**TASK DETAILS**
Your answer should be every line from the records that contains "Henley".

[Dataset entries]

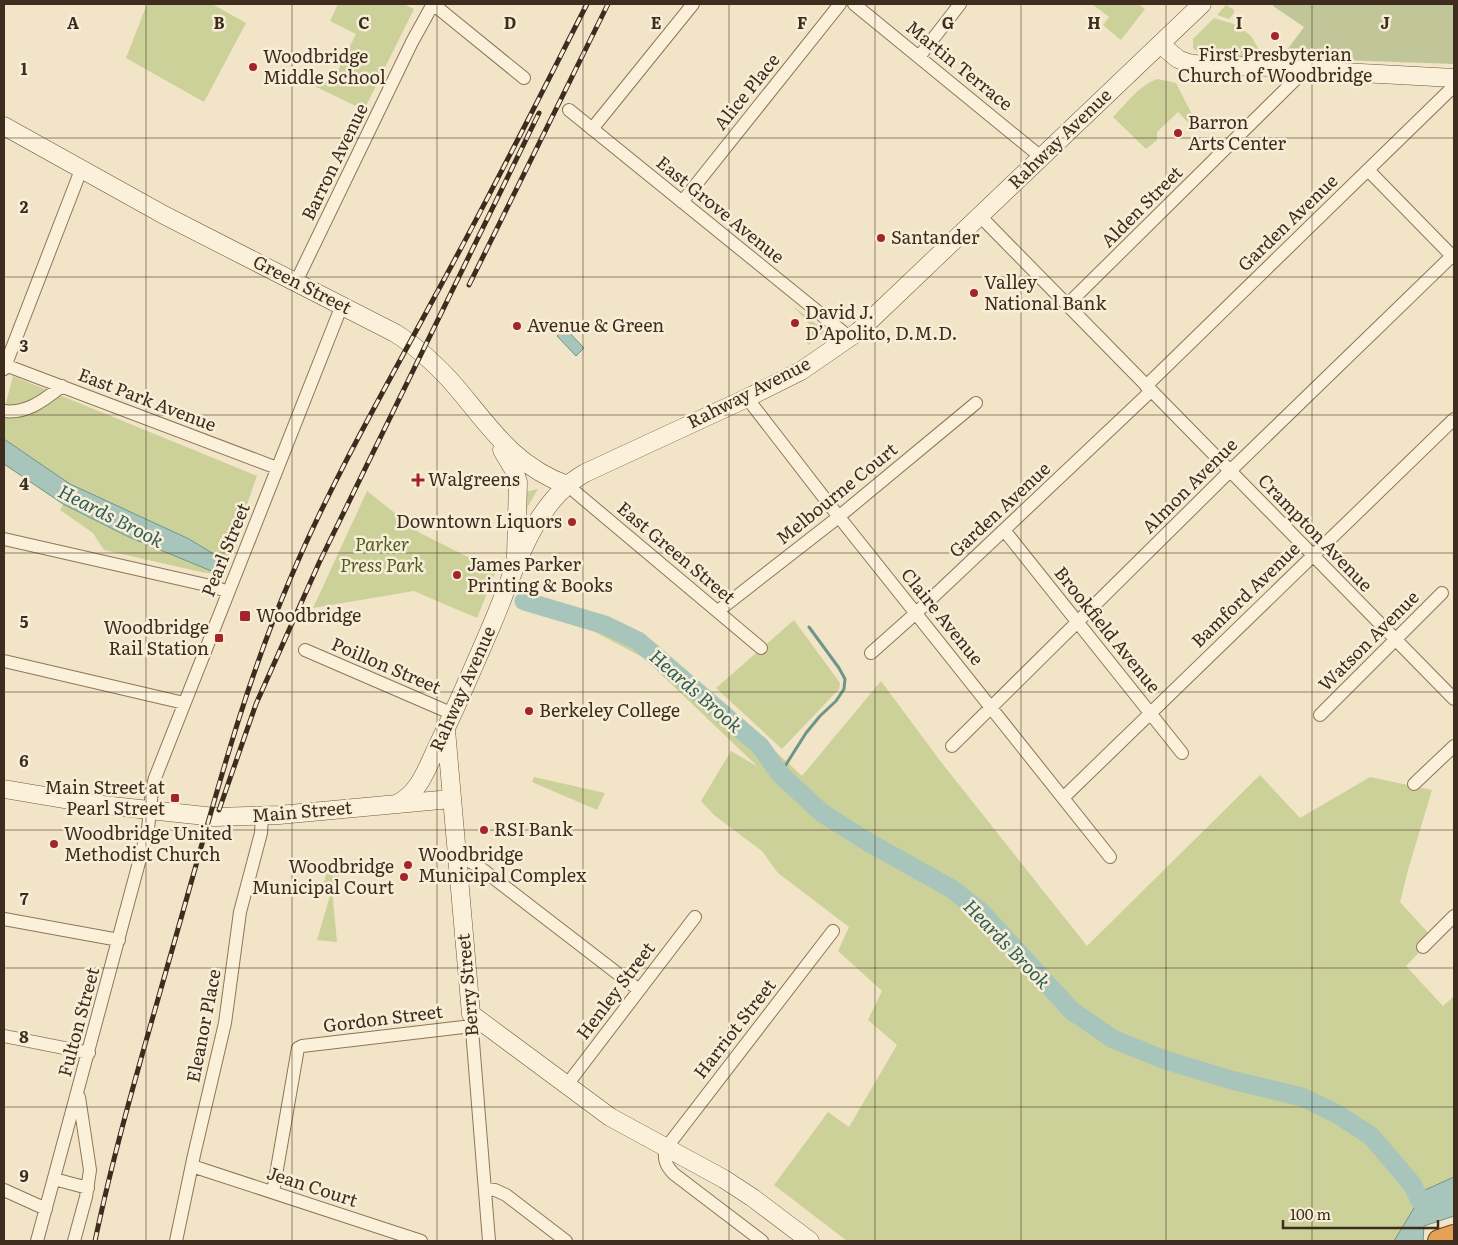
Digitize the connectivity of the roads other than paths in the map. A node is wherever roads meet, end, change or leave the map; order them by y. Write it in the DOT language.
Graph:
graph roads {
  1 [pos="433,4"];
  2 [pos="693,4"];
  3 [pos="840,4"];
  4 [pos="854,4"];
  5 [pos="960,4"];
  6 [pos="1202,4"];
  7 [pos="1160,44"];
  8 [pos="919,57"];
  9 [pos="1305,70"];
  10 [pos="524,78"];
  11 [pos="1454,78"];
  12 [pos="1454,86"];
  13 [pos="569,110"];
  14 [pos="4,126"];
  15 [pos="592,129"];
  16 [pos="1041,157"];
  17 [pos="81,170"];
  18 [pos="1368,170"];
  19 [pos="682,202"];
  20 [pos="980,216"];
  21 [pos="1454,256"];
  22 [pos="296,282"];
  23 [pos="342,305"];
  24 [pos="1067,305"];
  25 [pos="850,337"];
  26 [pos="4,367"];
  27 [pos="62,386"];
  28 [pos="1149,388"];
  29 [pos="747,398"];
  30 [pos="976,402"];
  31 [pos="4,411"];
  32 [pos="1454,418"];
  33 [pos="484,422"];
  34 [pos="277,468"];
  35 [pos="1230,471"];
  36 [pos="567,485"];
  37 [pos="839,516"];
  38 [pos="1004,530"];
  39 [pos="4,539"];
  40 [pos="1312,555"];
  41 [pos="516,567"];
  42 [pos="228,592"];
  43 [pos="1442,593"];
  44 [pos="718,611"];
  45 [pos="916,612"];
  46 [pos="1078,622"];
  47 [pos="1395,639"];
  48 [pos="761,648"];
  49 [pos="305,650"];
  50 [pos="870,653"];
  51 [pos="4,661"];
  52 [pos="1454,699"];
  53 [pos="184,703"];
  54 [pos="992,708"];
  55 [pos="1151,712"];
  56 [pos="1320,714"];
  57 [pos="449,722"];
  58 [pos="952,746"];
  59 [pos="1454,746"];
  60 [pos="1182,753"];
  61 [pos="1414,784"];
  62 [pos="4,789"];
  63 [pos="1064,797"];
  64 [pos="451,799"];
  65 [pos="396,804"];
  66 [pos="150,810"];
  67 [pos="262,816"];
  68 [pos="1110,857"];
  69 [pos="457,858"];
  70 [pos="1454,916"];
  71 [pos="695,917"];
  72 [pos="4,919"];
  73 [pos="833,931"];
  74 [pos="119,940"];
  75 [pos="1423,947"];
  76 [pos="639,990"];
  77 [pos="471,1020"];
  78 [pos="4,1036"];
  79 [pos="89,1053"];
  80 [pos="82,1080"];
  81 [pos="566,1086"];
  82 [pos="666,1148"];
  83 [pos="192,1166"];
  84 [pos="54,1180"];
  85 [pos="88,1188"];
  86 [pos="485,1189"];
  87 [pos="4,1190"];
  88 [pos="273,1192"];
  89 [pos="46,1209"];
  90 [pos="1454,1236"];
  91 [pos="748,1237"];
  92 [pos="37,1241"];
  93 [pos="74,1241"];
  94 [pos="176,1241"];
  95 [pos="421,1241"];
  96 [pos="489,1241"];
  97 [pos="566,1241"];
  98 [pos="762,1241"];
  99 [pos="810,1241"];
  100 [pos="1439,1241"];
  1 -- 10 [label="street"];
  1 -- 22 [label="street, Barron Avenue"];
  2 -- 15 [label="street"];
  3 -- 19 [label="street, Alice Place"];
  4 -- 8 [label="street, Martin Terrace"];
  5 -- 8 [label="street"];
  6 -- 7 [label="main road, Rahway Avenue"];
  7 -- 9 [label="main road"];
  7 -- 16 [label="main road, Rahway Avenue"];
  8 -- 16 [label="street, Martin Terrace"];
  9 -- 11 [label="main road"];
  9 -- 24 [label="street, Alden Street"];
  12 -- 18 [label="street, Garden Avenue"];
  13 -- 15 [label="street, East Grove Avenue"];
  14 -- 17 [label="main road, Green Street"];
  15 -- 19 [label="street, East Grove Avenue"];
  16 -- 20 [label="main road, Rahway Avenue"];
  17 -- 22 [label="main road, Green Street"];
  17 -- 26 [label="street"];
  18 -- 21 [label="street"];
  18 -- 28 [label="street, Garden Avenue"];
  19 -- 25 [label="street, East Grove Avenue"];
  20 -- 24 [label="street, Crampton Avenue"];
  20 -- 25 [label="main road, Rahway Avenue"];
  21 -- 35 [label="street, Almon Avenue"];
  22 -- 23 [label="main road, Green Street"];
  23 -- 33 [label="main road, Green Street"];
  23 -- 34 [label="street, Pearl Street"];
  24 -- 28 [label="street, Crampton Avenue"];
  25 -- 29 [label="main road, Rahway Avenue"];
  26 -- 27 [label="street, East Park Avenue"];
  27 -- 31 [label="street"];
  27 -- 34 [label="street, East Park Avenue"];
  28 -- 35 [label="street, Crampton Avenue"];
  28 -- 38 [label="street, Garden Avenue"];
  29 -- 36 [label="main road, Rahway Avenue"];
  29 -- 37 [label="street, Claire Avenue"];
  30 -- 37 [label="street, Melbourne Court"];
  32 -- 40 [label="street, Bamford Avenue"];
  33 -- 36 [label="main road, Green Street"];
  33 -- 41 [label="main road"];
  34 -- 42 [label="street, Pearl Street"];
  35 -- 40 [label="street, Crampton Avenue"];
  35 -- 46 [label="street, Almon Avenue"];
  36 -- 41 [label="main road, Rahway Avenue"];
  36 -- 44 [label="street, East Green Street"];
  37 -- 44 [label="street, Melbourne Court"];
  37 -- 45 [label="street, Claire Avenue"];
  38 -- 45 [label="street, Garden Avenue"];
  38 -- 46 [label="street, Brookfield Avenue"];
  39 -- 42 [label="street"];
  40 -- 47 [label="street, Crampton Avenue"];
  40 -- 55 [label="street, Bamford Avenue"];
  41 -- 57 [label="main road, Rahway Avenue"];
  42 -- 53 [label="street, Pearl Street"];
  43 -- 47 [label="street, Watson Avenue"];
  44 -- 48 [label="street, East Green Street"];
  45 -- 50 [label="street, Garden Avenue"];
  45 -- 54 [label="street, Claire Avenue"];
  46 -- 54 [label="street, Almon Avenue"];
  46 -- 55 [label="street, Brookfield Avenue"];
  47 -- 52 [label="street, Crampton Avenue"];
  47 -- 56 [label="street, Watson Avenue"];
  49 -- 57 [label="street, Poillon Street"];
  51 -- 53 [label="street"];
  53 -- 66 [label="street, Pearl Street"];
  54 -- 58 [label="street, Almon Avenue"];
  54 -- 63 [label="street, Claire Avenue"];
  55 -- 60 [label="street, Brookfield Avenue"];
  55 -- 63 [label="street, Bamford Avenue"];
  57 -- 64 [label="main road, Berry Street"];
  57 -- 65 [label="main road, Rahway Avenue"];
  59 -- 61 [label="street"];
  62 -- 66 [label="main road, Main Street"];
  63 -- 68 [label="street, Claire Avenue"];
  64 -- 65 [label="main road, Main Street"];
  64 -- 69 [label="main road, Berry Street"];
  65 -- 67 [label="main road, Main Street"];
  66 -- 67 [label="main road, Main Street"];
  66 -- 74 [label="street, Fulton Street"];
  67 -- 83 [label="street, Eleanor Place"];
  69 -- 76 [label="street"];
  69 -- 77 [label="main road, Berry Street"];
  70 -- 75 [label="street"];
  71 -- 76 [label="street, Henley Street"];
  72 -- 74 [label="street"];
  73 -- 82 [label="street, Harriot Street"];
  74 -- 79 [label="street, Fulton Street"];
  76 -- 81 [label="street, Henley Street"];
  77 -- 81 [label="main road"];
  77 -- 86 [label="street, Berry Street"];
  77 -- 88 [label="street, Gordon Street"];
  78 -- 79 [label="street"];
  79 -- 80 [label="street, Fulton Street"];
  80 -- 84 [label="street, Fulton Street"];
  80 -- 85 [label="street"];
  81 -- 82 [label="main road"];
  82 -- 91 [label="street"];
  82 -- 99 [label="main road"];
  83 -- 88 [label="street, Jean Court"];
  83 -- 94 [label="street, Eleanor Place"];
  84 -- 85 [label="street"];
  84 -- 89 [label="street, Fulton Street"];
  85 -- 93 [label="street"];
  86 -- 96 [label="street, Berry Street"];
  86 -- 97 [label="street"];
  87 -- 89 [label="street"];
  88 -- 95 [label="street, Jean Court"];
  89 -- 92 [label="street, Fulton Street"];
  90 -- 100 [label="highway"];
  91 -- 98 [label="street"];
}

**RESPONSE**
  71 -- 76 [label="street, Henley Street"];
  76 -- 81 [label="street, Henley Street"];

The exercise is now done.